Obéir, je n’avais pas vraiment le choix. Me taire, c’était plus difficile car je commençais tout juste à découvrir l’infini plaisir du bavardage. Bien tenir mes cahiers, je m’y appliquais, mais c’était une mission quasiment impossible : j’étais parmi les plus jeunes et de surcroît un peu brouillon !

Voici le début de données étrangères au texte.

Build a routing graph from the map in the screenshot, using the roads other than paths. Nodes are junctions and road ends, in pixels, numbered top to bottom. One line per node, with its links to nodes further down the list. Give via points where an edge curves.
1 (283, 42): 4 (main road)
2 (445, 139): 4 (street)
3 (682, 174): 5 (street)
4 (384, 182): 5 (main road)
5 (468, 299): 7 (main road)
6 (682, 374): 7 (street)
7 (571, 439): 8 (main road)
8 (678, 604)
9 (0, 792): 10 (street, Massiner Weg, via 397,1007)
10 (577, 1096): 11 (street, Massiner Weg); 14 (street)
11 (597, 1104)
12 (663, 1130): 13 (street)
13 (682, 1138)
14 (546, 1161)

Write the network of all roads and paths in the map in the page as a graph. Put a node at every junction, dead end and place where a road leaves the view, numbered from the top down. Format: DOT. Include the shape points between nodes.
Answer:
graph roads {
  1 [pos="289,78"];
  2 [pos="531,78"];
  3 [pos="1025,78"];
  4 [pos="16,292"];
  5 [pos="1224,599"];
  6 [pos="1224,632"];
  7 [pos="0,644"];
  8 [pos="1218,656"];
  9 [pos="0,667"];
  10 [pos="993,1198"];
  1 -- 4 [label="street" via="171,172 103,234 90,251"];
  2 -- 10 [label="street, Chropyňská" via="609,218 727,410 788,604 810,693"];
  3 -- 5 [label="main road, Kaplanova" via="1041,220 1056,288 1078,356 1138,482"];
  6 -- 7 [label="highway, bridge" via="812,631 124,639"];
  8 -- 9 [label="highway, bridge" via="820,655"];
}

Pour en revenir à Madame Quiviger, elle n’appréciait sans doute pas d’avoir une élève connaissant déjà ce qu’elle enseignait. Je devinais qu’elle ne m’aimait guère et, dotée d’une sensibilité à fleur de peau, j’en étais blessée. Je prenais ma revanche en la comparant mentalement à un rat, dont elle avait le museau vif et pointu, toujours en mouvement. Je m’étonnais d’ailleurs que mes compagnes ne perçoivent pas cette ressemblance qui me paraissait si évidente ! Je me vengeais encore en me décernant des lauriers à moi-même, comme en témoigne une lettre envoyée sans complexe à mes  grands-parents : « alécole je suis formidable, je ne fé preske pa de fotes ».